Santa Teodora di Tessalonica nacque da genitori cristiani di nome Antonio e Chrysanthē, che vivevano sull’isola di Aegina. Amando Cristo fin dalla giovane età, abbandonò le occupazioni mondane. Quando raggiunse la maggiore età, Santa Teodora si sposò e presto diede alla luce una figlia. Durante un’invasione dei Saraceni (nell’anno 823), la giovane coppia si trasferì nella città di Tessalonica. Qui Santa Teodora consacrò sua figlia al servizio di Dio in un monastero. Dopo la morte del marito, anch’ella divenne monaca nello stesso monastero.

Lì lottò nelle fatiche ascetiche e adornò la sua anima con le virtù. Considerando le altre sorelle degne di ogni onore, era obbediente verso tutte, in particolare verso l’Igumena. Con le sue fatiche di obbedienza, digiuno e preghiera, piacque così tanto a Dio che ricevette il dono di compiere miracoli, non solo durante la sua vita, ma anche dopo la sua morte (+ 892). Anche dopo il suo riposo, Santa Teodora rimase un modello di vita pura e irreprensibile per le monache.

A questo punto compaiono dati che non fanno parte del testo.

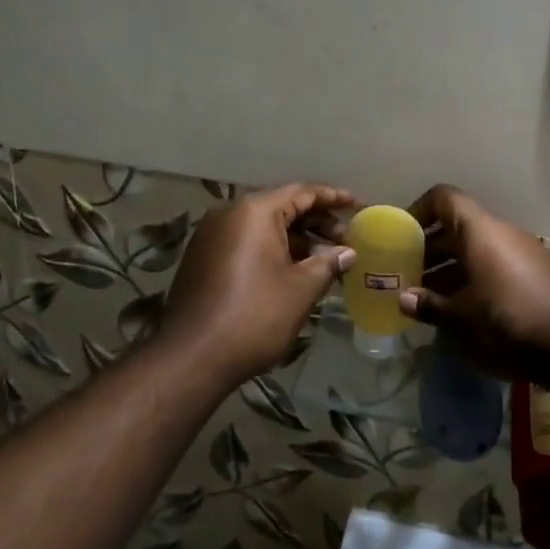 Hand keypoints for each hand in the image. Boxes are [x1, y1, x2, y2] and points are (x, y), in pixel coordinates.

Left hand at [162, 182, 355, 382]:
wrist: (192, 356)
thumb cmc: (254, 315)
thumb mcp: (301, 288)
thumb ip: (328, 262)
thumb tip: (348, 252)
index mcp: (254, 211)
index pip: (301, 192)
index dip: (332, 198)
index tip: (357, 205)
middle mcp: (229, 213)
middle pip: (281, 206)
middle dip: (315, 221)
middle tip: (345, 239)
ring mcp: (212, 235)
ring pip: (263, 226)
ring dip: (295, 238)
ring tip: (324, 258)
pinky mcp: (203, 257)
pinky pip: (246, 242)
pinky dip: (272, 249)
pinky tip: (293, 270)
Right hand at [398, 184, 549, 382]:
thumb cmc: (506, 321)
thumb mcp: (459, 319)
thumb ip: (429, 305)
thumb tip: (404, 299)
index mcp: (479, 230)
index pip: (443, 198)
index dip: (418, 210)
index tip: (401, 236)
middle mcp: (501, 233)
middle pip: (457, 227)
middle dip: (430, 249)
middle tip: (407, 274)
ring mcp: (523, 253)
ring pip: (477, 250)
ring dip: (450, 268)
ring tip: (428, 297)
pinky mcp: (536, 276)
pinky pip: (495, 267)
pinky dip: (474, 280)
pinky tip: (462, 311)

Anni dopo il beato riposo della Santa, anche l’Igumena partì verso le dimore celesti. Quando scavarono la fossa per seppellire l’Igumena, trovarono le reliquie di Santa Teodora. Allora la monaca, come se fosse viva, si spostò nella tomba per fare spazio alla sua Superiore, dando esempio di umiltà anche dopo la morte. Quando i presenti videro questo straordinario avvenimento, esclamarono: “Signore, abbi misericordia!”.

Molti miracoli furono operati dalle sante reliquie di Santa Teodora, che stillavano myron. Coloro che venivano a venerarla venivano guariti da ogni sorta di malattie, o liberati dal potere dei demoni. Perciò, i fedeli continuano ad onorare la sua memoria.

Quando i Turchi conquistarono Tessalonica nel 1430, frantumarono in pezzi le sante reliquie di Santa Teodora.

Questa Santa Teodora non deve essere confusa con l’altra Santa Teodora di Tessalonica che è commemorata il 29 agosto.